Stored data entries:
-- Opening Marker --

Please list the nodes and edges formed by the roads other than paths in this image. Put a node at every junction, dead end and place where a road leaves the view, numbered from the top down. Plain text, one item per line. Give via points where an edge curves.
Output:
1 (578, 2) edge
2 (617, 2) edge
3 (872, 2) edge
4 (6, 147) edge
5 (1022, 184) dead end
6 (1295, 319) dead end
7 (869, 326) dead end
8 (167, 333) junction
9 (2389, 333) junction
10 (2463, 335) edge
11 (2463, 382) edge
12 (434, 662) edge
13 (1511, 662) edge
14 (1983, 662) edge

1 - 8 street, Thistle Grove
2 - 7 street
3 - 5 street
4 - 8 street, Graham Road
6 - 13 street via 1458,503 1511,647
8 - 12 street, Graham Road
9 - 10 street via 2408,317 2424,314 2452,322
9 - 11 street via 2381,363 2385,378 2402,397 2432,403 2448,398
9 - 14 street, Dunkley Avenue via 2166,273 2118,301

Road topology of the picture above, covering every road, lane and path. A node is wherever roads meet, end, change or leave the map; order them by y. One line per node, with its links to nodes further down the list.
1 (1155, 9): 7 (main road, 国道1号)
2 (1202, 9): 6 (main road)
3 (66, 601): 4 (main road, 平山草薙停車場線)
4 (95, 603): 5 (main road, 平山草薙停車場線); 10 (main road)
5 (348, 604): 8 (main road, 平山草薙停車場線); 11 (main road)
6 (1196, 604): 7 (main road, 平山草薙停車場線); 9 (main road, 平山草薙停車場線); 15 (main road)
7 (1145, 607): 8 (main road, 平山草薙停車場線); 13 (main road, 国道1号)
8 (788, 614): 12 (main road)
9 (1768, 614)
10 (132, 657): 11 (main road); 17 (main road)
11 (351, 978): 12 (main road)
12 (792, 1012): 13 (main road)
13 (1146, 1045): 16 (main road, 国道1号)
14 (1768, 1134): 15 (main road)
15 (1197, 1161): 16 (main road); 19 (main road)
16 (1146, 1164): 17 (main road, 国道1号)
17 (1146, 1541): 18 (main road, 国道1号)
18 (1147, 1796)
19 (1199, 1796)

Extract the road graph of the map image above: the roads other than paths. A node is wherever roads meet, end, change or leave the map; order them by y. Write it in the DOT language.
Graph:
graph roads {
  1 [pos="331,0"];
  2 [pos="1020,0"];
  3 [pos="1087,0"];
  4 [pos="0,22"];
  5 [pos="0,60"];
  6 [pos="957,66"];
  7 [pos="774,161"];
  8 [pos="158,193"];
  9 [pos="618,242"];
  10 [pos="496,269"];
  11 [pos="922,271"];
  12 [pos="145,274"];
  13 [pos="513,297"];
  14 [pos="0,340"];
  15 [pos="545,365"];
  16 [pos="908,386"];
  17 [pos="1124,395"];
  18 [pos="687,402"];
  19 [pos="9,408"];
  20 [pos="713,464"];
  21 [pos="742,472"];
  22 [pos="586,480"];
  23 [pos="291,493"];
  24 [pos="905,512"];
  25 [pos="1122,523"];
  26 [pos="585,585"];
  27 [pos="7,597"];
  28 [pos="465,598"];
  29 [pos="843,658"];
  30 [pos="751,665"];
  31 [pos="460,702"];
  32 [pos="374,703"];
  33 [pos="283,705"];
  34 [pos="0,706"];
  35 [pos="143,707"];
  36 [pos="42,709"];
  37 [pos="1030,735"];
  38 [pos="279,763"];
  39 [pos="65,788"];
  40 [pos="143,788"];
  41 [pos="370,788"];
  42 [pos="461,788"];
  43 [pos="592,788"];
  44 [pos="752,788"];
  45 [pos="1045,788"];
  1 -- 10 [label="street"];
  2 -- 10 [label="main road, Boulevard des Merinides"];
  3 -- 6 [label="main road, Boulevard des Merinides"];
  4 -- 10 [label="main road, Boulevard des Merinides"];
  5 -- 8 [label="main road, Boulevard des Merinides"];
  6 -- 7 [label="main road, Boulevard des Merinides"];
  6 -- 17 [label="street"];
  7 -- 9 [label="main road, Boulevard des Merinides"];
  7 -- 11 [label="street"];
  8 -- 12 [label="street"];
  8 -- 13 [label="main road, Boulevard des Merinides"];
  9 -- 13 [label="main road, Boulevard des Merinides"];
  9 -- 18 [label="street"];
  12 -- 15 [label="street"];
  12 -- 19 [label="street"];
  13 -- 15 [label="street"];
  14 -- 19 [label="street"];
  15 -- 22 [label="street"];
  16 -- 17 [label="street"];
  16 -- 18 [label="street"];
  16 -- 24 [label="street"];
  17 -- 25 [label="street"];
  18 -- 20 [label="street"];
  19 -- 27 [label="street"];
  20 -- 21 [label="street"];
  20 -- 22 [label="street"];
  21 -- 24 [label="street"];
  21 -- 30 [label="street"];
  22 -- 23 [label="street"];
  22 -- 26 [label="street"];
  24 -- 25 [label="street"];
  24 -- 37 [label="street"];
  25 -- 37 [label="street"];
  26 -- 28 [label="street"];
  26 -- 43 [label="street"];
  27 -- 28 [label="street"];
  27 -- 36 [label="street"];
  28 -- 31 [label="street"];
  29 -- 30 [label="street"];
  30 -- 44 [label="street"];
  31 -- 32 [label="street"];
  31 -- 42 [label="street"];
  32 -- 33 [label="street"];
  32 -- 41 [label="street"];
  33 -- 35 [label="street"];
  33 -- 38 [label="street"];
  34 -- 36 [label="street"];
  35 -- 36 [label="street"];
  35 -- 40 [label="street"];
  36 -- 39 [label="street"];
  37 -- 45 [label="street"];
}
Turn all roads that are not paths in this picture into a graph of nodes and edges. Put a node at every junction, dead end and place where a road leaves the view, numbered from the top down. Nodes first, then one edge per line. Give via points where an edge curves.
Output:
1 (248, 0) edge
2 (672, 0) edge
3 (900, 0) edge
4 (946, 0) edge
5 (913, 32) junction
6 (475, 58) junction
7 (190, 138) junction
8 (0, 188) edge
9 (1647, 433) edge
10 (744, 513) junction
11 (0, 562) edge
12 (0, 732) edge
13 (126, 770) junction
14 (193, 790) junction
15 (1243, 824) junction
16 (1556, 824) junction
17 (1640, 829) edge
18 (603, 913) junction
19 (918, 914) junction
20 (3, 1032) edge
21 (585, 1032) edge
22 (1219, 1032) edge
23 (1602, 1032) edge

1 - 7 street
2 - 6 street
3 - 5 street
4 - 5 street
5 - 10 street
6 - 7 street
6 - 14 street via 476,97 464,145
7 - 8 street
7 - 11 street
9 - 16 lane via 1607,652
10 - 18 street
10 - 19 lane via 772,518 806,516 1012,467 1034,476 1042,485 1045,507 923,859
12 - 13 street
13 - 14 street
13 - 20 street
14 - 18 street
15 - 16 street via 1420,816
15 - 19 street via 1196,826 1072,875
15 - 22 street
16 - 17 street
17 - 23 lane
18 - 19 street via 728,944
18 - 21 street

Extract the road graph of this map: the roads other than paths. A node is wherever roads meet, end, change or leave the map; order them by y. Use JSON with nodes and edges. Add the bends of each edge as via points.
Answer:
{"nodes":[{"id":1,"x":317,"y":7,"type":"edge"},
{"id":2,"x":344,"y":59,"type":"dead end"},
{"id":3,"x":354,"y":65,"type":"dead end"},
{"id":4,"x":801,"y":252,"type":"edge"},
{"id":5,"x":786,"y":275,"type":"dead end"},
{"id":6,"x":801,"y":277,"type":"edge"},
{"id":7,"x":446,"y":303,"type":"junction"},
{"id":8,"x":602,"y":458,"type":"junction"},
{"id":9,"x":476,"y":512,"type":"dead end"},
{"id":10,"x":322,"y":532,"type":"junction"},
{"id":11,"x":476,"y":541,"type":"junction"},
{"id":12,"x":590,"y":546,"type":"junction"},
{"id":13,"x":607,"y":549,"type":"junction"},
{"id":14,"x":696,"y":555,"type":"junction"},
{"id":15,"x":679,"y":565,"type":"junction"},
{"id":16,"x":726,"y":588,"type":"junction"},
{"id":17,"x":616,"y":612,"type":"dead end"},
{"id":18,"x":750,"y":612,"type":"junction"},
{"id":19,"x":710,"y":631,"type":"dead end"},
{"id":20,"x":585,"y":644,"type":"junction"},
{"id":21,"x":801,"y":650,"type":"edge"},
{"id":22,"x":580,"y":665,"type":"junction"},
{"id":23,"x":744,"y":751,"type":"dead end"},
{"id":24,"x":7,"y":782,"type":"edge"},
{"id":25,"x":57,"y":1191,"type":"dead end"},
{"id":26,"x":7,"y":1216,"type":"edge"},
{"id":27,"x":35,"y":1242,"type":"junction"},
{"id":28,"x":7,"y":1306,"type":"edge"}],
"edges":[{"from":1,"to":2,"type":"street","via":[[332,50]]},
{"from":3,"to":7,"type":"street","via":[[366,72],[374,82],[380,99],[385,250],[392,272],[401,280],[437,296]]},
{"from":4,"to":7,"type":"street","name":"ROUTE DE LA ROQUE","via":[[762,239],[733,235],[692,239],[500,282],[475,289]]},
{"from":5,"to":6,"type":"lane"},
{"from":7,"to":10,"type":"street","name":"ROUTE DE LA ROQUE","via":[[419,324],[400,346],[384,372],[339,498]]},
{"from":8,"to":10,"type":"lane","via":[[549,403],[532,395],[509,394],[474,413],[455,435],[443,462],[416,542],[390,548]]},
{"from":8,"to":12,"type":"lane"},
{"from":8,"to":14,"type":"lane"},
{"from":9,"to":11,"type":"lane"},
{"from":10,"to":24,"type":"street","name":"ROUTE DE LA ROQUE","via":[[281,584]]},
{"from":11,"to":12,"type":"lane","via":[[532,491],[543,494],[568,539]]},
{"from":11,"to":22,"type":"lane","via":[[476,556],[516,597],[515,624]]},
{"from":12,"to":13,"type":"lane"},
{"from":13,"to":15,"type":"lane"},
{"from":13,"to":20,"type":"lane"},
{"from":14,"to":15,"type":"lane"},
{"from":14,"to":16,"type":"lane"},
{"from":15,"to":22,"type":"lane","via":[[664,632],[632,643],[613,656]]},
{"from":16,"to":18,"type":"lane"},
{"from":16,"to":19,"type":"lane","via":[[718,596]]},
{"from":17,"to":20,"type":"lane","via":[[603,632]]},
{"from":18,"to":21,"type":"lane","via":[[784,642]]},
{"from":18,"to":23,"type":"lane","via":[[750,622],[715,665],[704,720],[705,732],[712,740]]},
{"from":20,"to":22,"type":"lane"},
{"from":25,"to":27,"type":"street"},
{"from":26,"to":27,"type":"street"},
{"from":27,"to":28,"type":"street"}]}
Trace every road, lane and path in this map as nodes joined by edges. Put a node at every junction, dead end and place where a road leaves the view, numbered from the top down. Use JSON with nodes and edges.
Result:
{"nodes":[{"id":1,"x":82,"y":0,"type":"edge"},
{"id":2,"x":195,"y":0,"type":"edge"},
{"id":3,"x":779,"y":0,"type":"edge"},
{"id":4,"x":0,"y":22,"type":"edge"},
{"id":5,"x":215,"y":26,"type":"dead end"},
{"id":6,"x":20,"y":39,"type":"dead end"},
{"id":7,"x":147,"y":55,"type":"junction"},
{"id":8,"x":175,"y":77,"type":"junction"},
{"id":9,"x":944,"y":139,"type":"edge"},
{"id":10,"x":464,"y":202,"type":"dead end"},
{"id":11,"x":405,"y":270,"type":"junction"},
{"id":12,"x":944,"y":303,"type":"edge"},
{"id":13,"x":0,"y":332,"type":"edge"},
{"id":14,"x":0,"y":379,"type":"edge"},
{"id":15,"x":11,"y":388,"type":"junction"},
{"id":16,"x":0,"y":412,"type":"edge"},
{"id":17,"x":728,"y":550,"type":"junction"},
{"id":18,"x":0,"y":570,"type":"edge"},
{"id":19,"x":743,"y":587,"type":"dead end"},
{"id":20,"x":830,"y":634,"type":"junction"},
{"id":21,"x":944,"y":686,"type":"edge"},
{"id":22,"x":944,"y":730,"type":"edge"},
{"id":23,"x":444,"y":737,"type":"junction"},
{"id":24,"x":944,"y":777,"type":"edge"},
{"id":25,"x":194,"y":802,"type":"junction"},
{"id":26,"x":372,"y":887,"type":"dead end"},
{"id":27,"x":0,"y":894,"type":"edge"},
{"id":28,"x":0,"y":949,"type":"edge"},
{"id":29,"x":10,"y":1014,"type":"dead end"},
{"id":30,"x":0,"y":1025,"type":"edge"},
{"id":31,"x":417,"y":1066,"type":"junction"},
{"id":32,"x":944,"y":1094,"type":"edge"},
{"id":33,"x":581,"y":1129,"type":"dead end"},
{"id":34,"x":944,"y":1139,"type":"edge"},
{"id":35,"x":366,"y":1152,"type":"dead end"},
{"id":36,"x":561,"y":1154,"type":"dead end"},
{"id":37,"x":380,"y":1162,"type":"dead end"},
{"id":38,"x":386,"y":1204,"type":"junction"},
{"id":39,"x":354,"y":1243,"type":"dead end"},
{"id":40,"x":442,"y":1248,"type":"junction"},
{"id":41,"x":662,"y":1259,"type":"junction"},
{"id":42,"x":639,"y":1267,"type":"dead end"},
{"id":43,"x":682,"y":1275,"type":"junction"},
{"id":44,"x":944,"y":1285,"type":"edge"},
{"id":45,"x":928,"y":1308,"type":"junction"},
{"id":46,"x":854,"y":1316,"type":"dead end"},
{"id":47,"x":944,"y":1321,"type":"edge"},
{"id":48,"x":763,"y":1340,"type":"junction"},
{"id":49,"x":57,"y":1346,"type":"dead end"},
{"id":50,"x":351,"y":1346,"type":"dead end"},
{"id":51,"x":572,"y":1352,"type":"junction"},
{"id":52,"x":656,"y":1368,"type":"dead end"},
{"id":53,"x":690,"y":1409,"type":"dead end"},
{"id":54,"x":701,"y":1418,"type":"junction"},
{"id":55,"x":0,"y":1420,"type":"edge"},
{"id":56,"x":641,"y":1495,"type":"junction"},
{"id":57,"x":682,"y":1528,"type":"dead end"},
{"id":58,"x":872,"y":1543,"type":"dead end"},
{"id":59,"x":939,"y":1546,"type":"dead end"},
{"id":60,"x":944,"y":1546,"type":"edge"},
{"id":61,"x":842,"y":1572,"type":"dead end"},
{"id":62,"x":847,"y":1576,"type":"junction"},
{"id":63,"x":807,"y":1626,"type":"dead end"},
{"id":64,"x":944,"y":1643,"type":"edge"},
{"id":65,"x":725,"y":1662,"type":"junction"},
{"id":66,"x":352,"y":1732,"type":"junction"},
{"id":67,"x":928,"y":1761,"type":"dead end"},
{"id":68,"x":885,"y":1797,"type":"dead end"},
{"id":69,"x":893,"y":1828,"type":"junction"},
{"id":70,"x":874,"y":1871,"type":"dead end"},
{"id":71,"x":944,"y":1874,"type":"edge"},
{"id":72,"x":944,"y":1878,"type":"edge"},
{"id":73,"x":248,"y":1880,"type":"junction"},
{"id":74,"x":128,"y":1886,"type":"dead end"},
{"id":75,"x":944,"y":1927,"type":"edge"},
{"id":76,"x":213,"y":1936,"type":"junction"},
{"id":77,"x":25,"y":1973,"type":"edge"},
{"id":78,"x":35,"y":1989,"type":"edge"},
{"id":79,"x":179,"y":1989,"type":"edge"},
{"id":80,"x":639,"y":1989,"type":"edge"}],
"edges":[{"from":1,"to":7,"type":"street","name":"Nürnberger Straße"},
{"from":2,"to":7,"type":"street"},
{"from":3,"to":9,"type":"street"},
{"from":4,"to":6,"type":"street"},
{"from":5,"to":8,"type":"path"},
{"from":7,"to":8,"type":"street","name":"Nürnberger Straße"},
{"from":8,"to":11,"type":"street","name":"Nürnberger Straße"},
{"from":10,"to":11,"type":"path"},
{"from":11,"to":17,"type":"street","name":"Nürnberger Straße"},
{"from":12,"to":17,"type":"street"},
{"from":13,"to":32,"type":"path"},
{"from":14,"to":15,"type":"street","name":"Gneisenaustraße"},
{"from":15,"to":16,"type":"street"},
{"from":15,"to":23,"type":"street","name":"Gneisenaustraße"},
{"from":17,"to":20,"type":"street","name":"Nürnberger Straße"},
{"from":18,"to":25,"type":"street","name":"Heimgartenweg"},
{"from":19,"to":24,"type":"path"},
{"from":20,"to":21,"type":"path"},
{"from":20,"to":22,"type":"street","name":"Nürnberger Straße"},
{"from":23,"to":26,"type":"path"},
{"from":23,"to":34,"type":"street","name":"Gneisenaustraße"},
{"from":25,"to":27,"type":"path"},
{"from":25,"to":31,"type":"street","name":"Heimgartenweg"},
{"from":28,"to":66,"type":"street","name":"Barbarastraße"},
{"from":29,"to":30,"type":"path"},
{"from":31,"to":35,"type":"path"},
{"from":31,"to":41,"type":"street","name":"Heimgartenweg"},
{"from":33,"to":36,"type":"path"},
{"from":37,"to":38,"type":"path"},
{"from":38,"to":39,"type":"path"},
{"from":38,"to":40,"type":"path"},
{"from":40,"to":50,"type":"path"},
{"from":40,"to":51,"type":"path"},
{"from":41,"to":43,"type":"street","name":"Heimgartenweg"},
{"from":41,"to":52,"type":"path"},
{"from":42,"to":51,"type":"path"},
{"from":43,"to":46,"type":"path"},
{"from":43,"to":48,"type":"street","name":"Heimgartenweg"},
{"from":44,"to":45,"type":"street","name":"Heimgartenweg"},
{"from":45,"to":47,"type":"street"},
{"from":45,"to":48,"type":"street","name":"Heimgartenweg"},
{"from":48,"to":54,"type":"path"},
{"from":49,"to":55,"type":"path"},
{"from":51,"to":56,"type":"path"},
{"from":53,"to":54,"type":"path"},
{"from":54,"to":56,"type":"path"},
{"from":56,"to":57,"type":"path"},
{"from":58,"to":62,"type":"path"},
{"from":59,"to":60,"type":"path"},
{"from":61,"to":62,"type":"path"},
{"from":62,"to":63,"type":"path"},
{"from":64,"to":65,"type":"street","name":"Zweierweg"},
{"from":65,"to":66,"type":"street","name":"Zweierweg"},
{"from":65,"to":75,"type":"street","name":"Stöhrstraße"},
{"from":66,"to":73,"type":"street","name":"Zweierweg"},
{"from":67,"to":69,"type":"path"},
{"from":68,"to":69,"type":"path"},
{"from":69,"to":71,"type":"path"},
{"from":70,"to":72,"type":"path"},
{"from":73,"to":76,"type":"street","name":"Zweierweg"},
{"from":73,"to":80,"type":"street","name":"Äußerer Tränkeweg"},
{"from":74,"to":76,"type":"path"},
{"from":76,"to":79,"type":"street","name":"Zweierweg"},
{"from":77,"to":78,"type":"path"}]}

-- Closing Marker --

> Task goal
How many of the lines above contain the string "picture"? Give the count alone.

> Problem solution
2